Work order: Every line of the records below that has the word "Greenwood" should be copied.

Material provided:

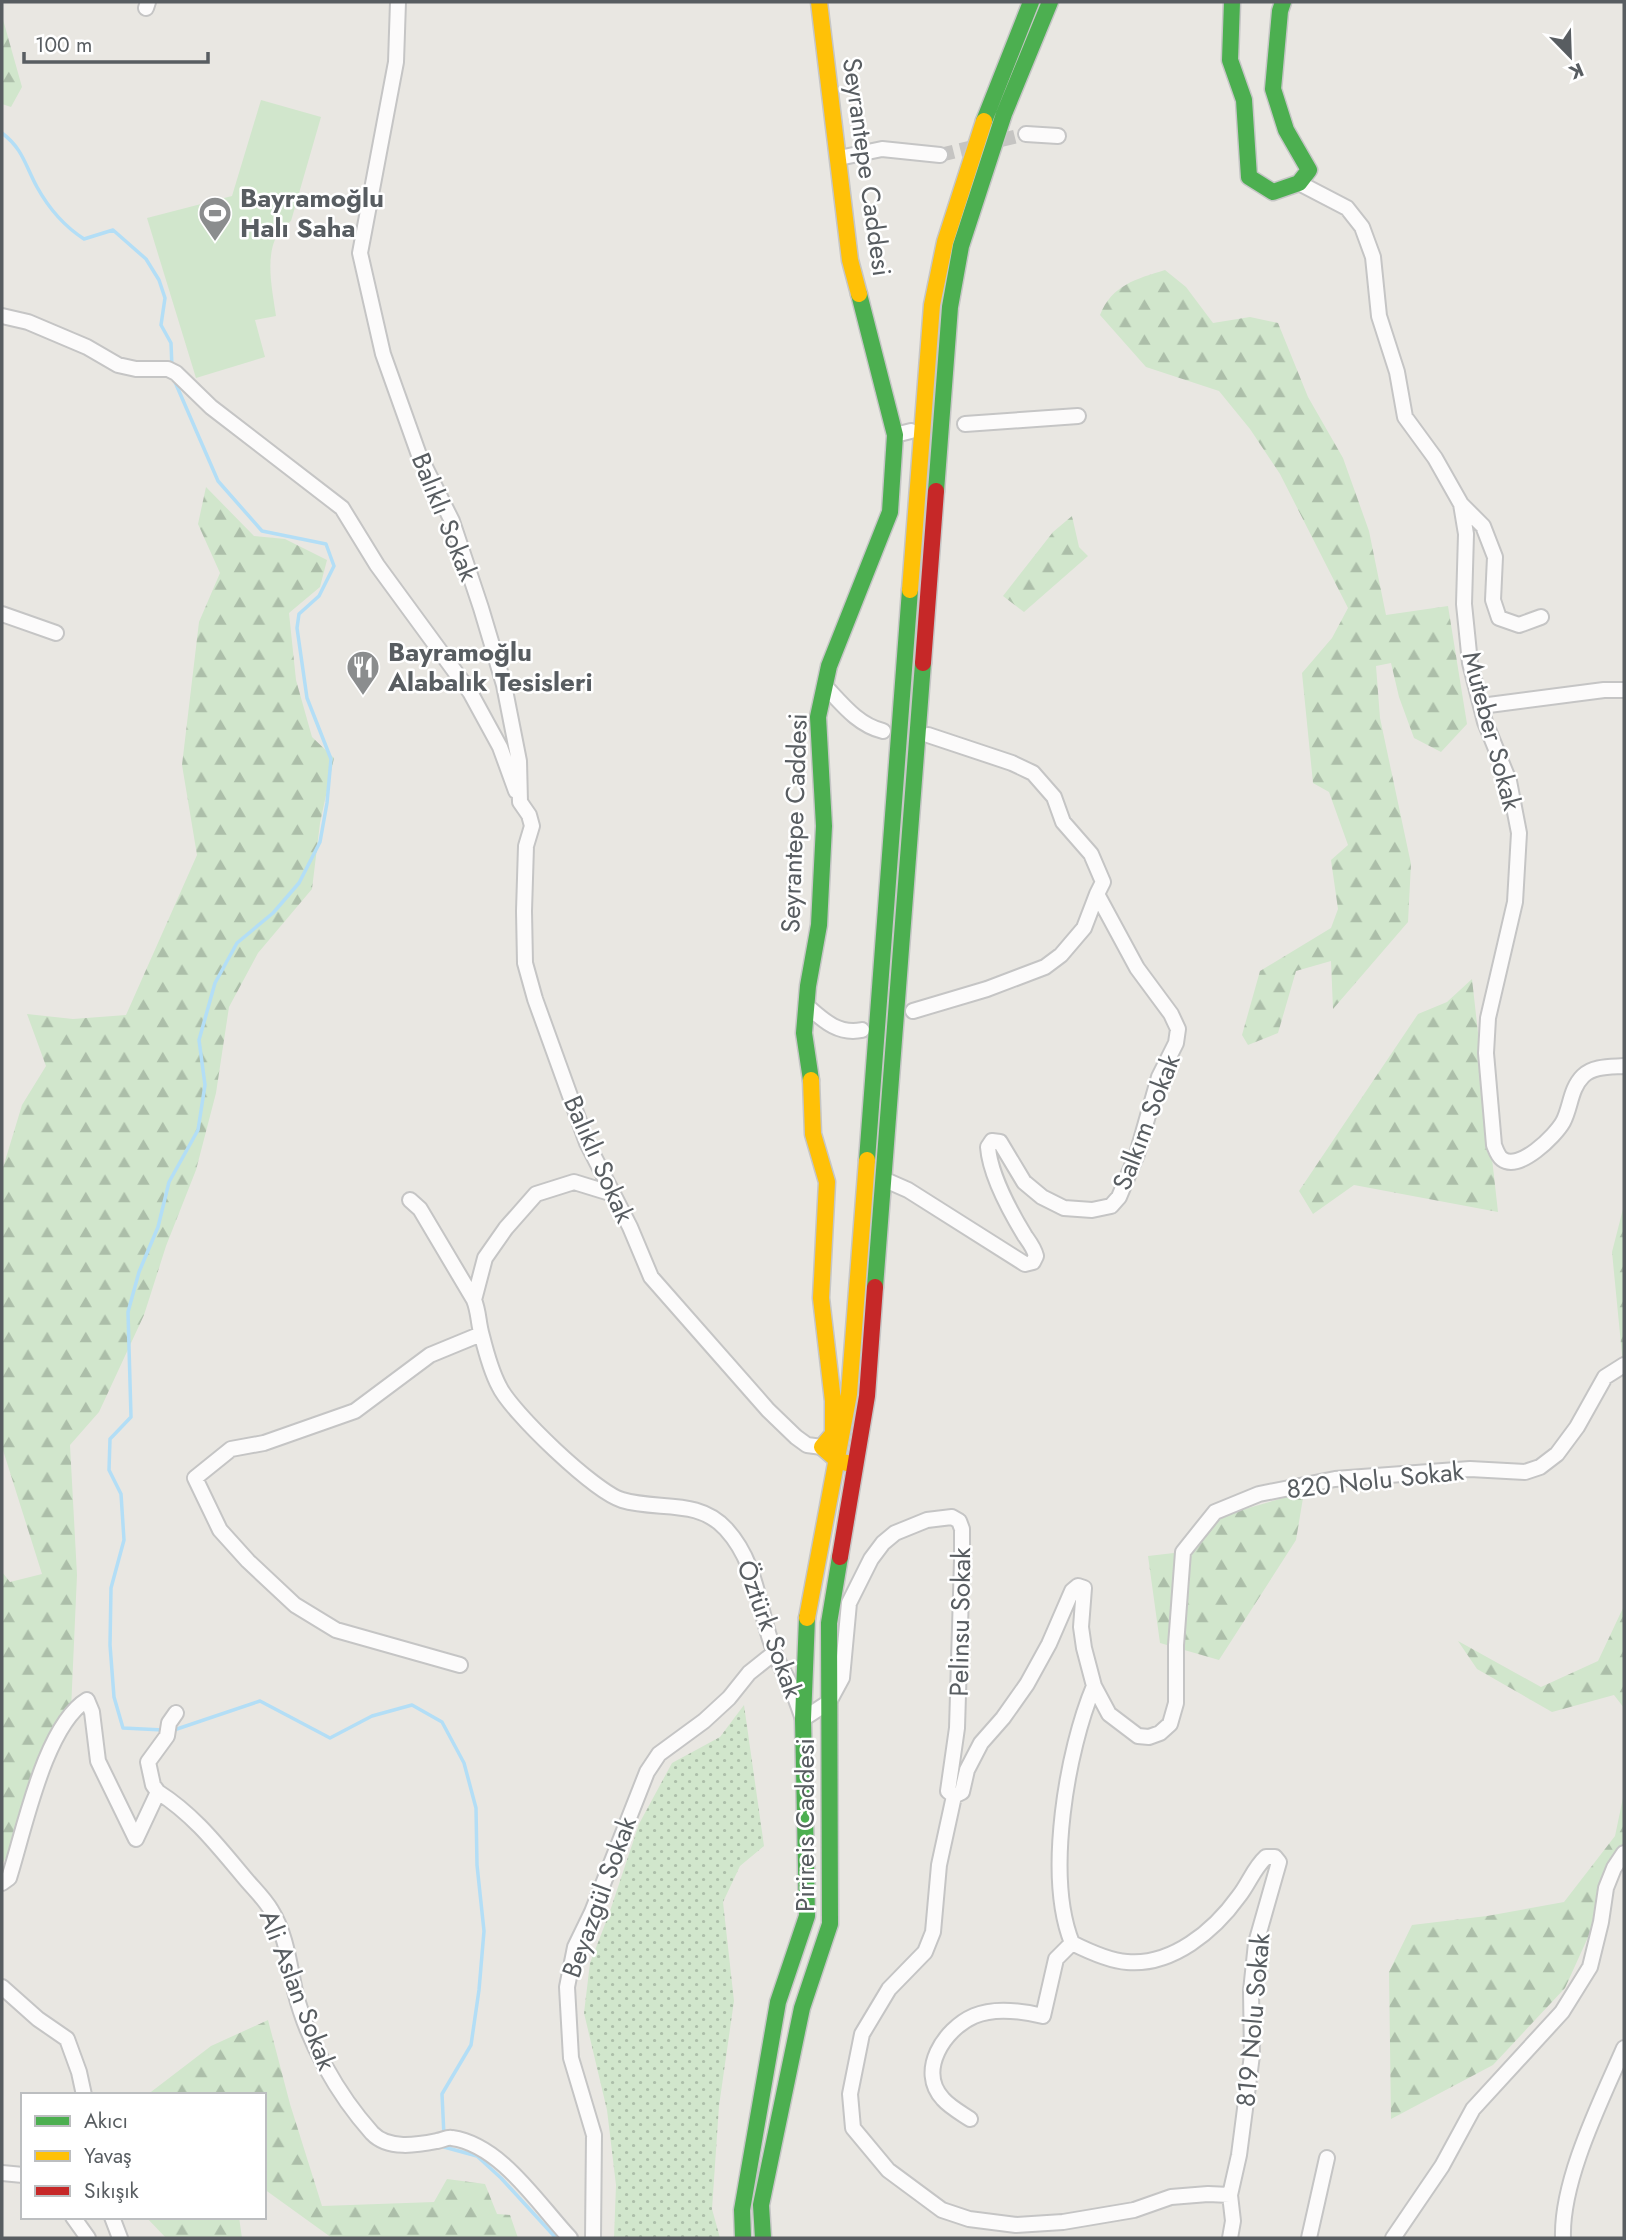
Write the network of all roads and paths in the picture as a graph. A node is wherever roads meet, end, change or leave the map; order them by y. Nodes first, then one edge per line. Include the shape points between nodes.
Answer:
1 (398, 2) edge
2 (819, 2) edge
3 (1031, 2) edge
4 (1050, 2) edge
5 (1231, 2) edge
6 (1283, 2) edge
7 (1026, 134) tunnel mouth
8 (1058, 136) dead end
9 (940, 155) tunnel mouth
10 (839, 158) junction
11 (1299, 183) junction
12 (2, 316) edge
13 (1078, 416) dead end
14 (965, 424) dead end
15 (1461, 504) junction
16 (2, 614) edge
17 (1541, 617) dead end
18 (56, 633) dead end
19 (825, 685) junction
20 (1624, 690) edge
21 (1481, 706) junction
22 (883, 731) dead end
23 (929, 735) dead end
24 (520, 802) junction
25 (1097, 894) junction
26 (806, 1005) junction
27 (913, 1011) dead end
28 (862, 1030) dead end
29 (1624, 1066) edge
30 (883, 1180) junction
31 (612, 1194) junction
32 (410, 1200) dead end
33 (474, 1300) junction
34 (481, 1334) junction
35 (1624, 1365) edge
36 (822, 1447) junction
37 (838, 1461) junction
38 (855, 1464) junction
39 (774, 1653) junction
40 (460, 1665) dead end
41 (1094, 1686) junction
42 (829, 1703) junction
43 (803, 1720) junction
44 (171, 1724) dead end
45 (158, 1792) junction
46 (954, 1796) junction
47 (1624, 1853) edge
48 (2, 1883) edge
49 (1072, 1943) junction
50 (2, 1987) edge
51 (1624, 2048) edge
52 (84, 2093) edge
53 (970, 2119) dead end
54 (1327, 2158) dead end
55 (2, 2173) edge
56 (21, 2175) edge
57 (1230, 2195) junction
58 (74, 2219) edge
59 (113, 2219) edge
60 (88, 2238) edge
61 (120, 2238) edge
62 (570, 2238) edge
63 (593, 2238) edge
64 (743, 2238) edge
65 (764, 2238) edge
66 (1230, 2238) edge
67 (1309, 2238) edge
68 (1393, 2238) edge
69 (1563, 2238) edge

1 - 24 street, Balıklı Sokak via 396,62 360,253 383,354 419,455 452,520 504,685 519,761
2 - 10 main road, Seyrantepe Caddesi
3 - 37 main road, Pirireis Caddesi via 988,108 944,242 932,305 849,1394
4 - 30 main road, Pirireis Caddesi via 1000,127 961,246 950,307
5 - 11 main road via 1230,60 1244,100 1248,177 1273,192
6 - 11 main road via 1273,89 1286,130 1308,170
7 - 8 street
9 - 10 street via 882,149
10 - 19 main road, Seyrantepe Caddesi via 850,260 903,433 890,512
11 - 15 street, Muteber Sokak via 1347,208 1362,227 1373,257 1379,316 1405,417
12 - 24 street, Balıklı Sokak via 28,322 118,365 172,371 211,407 342,508 377,565 470,692 500,747
13 - 14 street
15 - 17 street via 1483,526 1495,557 1493,600 1499,618 1519,625
15 - 21 street, Muteber Sokak via 1466,534 1464,604 1470,663
16 - 18 street
19 - 22 street via 856,718
19 - 26 main road, Seyrantepe Caddesi via 818,717 824,827 819,925
20 - 21 street
21 - 29 street, Muteber Sokak via 1509,782 1519,833 1515,902 1488,1018 1486,1053 1499,1157 1524,1159 1539,1148 1563,1122 1584,1074
23 - 25 street via 1033,773 1054,797 1063,822 1091,854 1103,883
24 - 31 street, Balıklı Sokak via 532,826 526,846 525,963 587,1143
25 - 27 street via 1084,928 1045,967
25 - 30 street, Salkım Sokak via 1137,968 1178,1029 1119,1197 1111,1206 1092,1210 1064,1208 1024,1182 1006,1148 992,1141 989,1158 1036,1256 1024,1264 908,1190
26 - 28 street via 838,1030
26 - 36 main road, Seyrantepe Caddesi via 804,1033 813,1134 827,1182 821,1298 833,1434
30 - 38 main road, Pirireis Caddesi via 867,1396
31 - 33 street via 574,1182 536,1194 485,1258
31 - 36 street, Balıklı Sokak via 651,1277 768,1410 807,1445
32 - 33 street, Öztürk Sokak via 420,1209
33 - 34 street, Öztürk Sokak
34 - 39 street, Öztürk Sokak via 498,1385 511,1406 599,1489 621,1500 695,1509 727,1530 753,1573
34 - 40 street via 430,1354 355,1411 264,1443 231,1449 195,1478 220,1530 295,1605 336,1630
35 - 41 street, 820 Nolu Sokak via 1605,1377 1557,1454 1540,1467 1525,1472 1470,1469 1335,1479 1259,1494 1215,1512 1183,1552 1176,1703 1170,1724 1160,1733 1138,1736 1109,1714
36 - 37 main road
37 - 38 main road
37 - 43 main road, Pirireis Caddesi via 806,1622
38 - 42 main road, Pirireis Caddesi via 829,1623
39 - 43 street, Öztürk Sokak
39 - 63 street, Beyazgül Sokak via 704,1721 659,1754 646,1772 575,1947 566,1987 567,2018 571,2058 594,2135
41 - 46 street, 820 Nolu Sokak via 1081,1627 1084,1588 1077,1586 1027,1684 981,1743 962,1792
41 - 49 street via 1081,1716 1061,1822 1061,1881
42 - 43 street
42 - 46 street, Pelinsu Sokak via 842,1678 849,1603 871,1559 883,1543 911,1525 941,1517 959,1521 957,1728 948,1791
42 - 65 main road, Pirireis Caddesi via 830,1924 802,2008 761,2206
43 - 64 main road, Pirireis Caddesi via 807,1916 778,2002 741,2210
44 - 45 street via 148,1762
45 - 48 street via 136,1839 98,1761 87,1700 76,1706 59,1730 9,1878
45 - 62 street, Ali Aslan Sokak via 202,1826 271,1910 323,2066 375,2137 393,2146 444,2139 476,2144 499,2158
46 - 57 street via 933,1933 925,1952 889,1989 862,2034 850,2094 853,2128 888,2171 942,2210 969,2219 1016,2225 1063,2222 1135,2210 1171,2197
47 - 68 street via 1606,1888 1590,1967 1562,2011 1473,2109 1442,2166
49 - 53 street via 1056,1959 1044,2016 1022,2011 973,2016 951,2033 934,2056 932,2080 943,2099
49 - 57 street, 819 Nolu Sokak via 1126,1962 1170,1955 1218,1922 1266,1857 1279,1862 1256,1944 1252,2055
50 - 52 street via 67,2039
51 - 69 street via 1573,2172
54 - 67 street
55 - 56 street
57 - 66 street, 819 Nolu Sokak
58 - 60 street
59 - 61 street

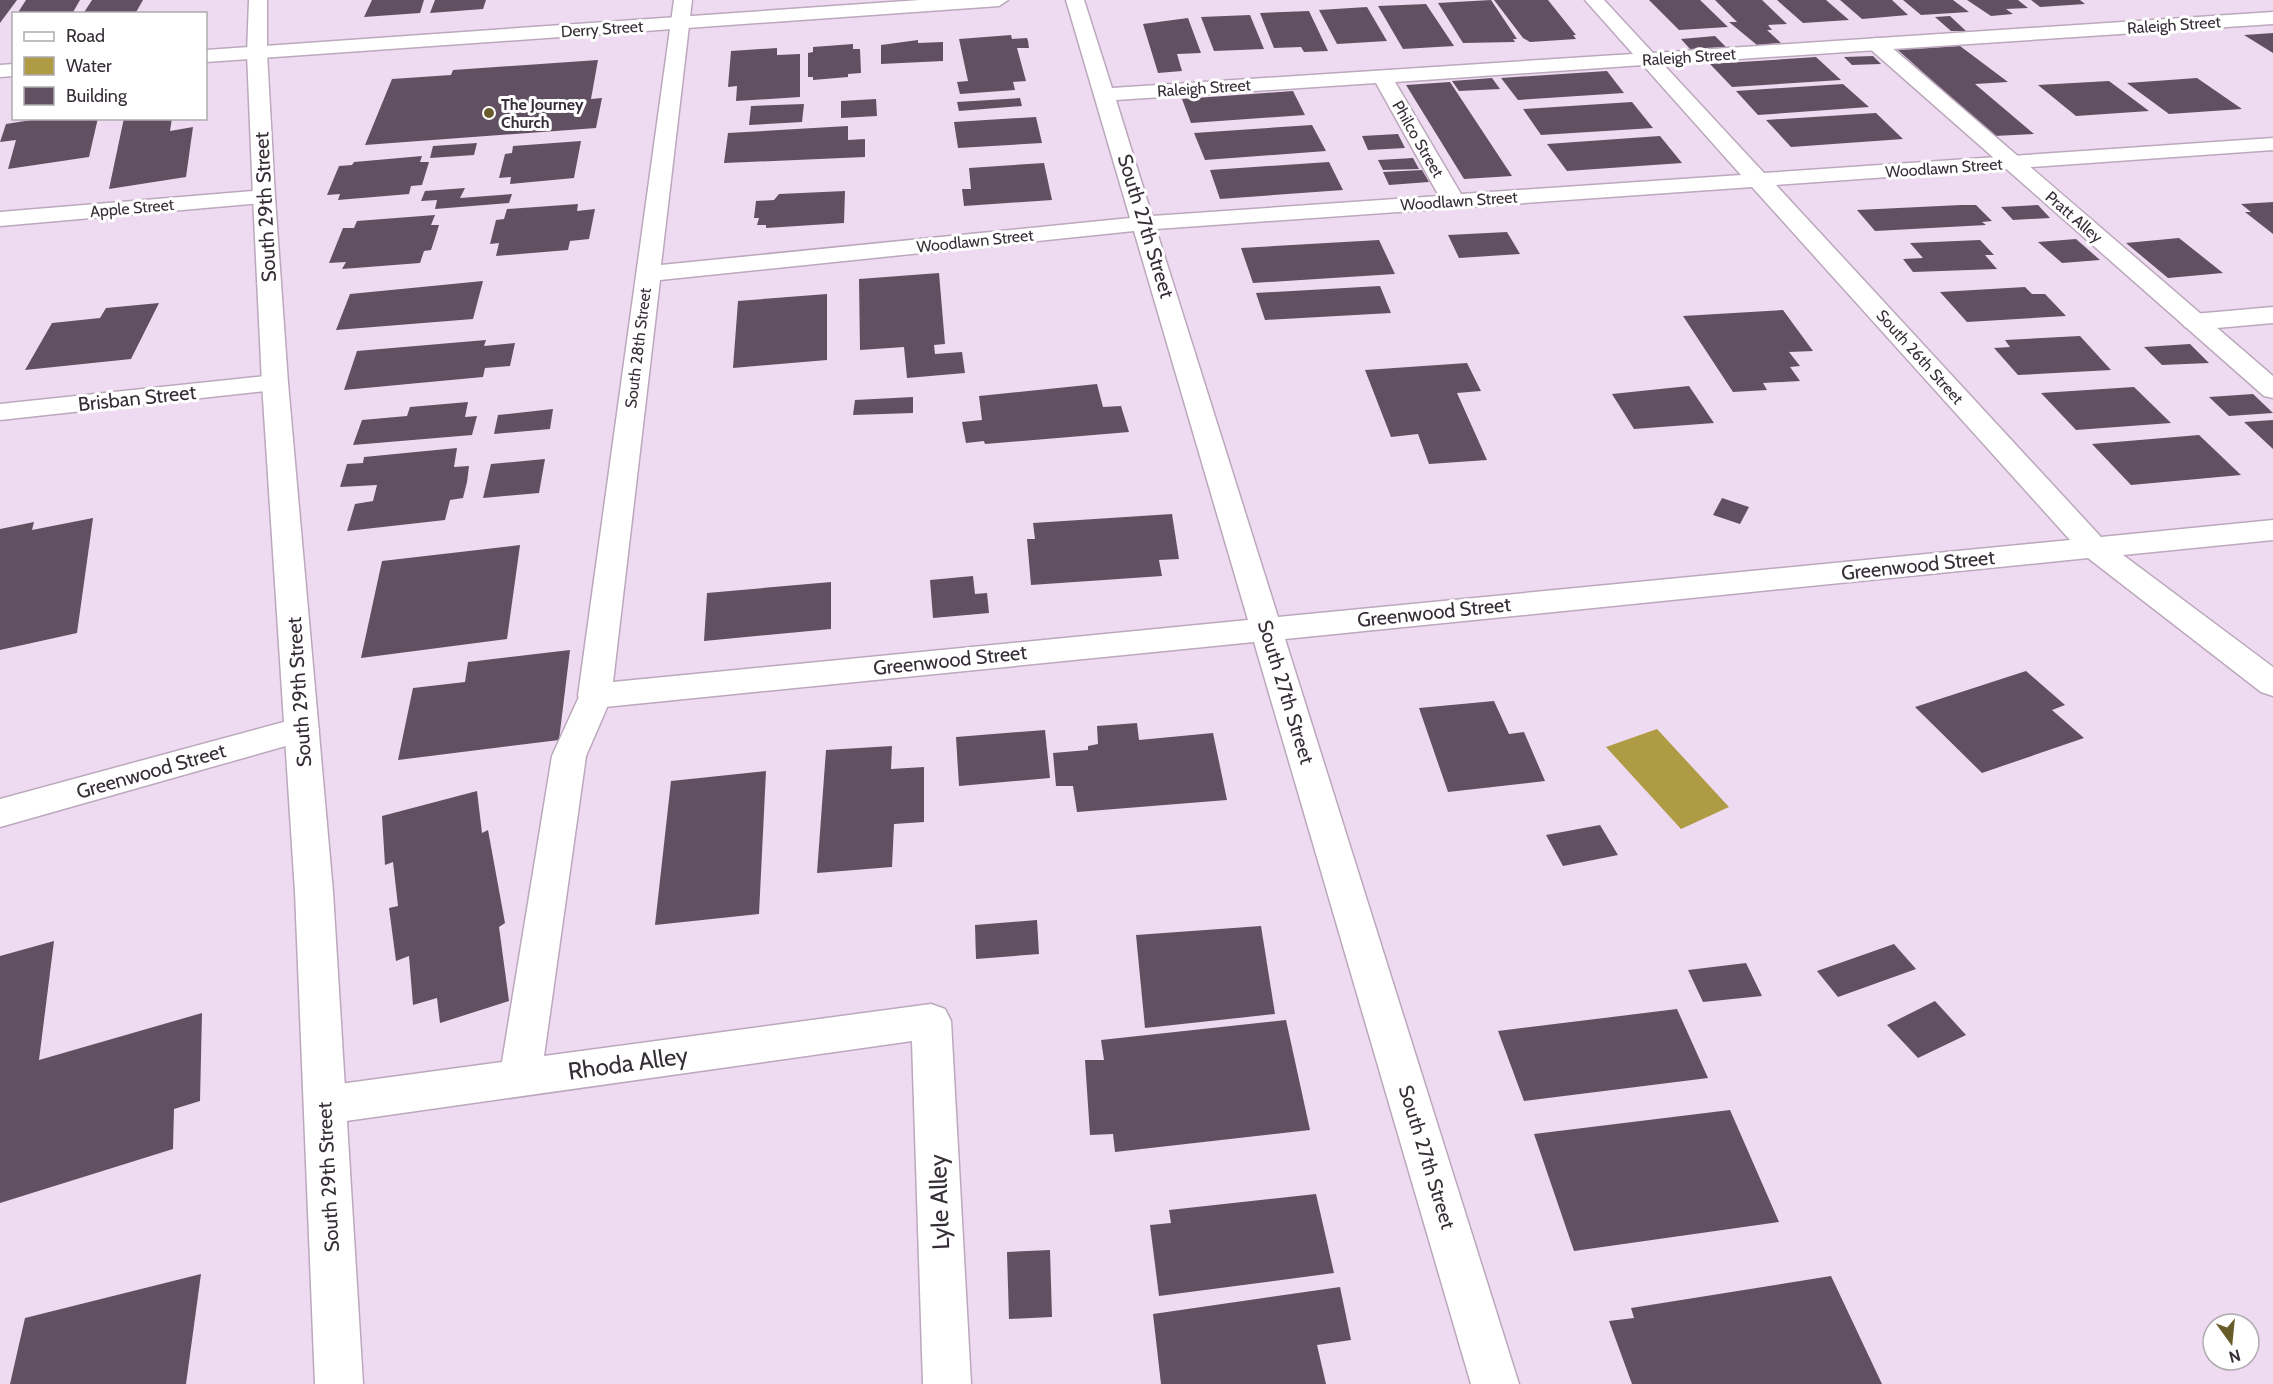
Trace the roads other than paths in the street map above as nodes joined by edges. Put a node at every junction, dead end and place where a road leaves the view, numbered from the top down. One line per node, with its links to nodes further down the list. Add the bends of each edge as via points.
1 (258, 0): 8 (street, South 29th Street)
2 (999, 0): 5 (street, Derry Street)
3 (1075, 0): 12 (street, South 27th Street)
4 (1594, 0): 10 (street, South 26th Street)
5 (682, 12): 8 (street, Derry Street); 20 (street, South 28th Street)
6 (2273, 18): 7 (street, Raleigh Street)
7 (1876, 44): 10 (street, Raleigh Street); 14 (street, Pratt Alley)
8 (257, 52): 9 (street, Derry Street); 16 (street, South 29th Street)
9 (207, 56)
10 (1649, 59): 11 (street, Raleigh Street); 15 (street, South 26th Street)
11 (1382, 76): 12 (street, Raleigh Street); 17 (street, Philco Street)
12 (1106, 95): 19 (street, South 27th Street)
13 (2273, 144): 14 (street, Woodlawn Street)
14 (2012, 163): 15 (street, Woodlawn Street); 22 (street, Pratt Alley)
15 (1760, 180): 17 (street, Woodlawn Street); 27 (street, South 26th Street)
16 (264, 196): 18 (street, Apple Street); 23 (street, South 29th Street)
17 (1454, 201): 19 (street, Woodlawn Street)
18 (0, 219)
19 (1145, 223): 20 (street, Woodlawn Street); 28 (street, South 27th Street)
20 (647, 274): 30 (street, South 28th Street)
21 (2273, 315): 22 (street)
22 (2194, 322): 24 (street, Pratt Alley)
23 (275, 383): 25 (street, Brisban Street); 31 (street, South 29th Street)
24 (2273, 390)
25 (0, 412)
26 (2273, 530): 27 (street, Greenwood Street)
27 (2094, 548): 28 (street, Greenwood Street); 29 (street, South 26th Street)
28 (1267, 628): 30 (street, Greenwood Street); 38 (street, South 27th Street)
29 (2273, 684)
30 (595, 696): 34 (street, South 28th Street, via 569,756)
31 (302, 729): 32 (street, Greenwood Street); 35 (street, South 29th Street)
32 (0, 813)
33 (932, 1021): 34 (street, Rhoda Alley); 37 (street, Lyle Alley)
34 (520, 1078): 35 (street, Rhoda Alley)
35 (325, 1105): 36 (street, South 29th Street)
36 (339, 1384)
37 (947, 1384)
38 (1495, 1384)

Your response:
26 (2273, 530): 27 (street, Greenwood Street)
27 (2094, 548): 28 (street, Greenwood Street); 29 (street, South 26th Street)
28 (1267, 628): 30 (street, Greenwood Street); 38 (street, South 27th Street)
31 (302, 729): 32 (street, Greenwood Street); 35 (street, South 29th Street)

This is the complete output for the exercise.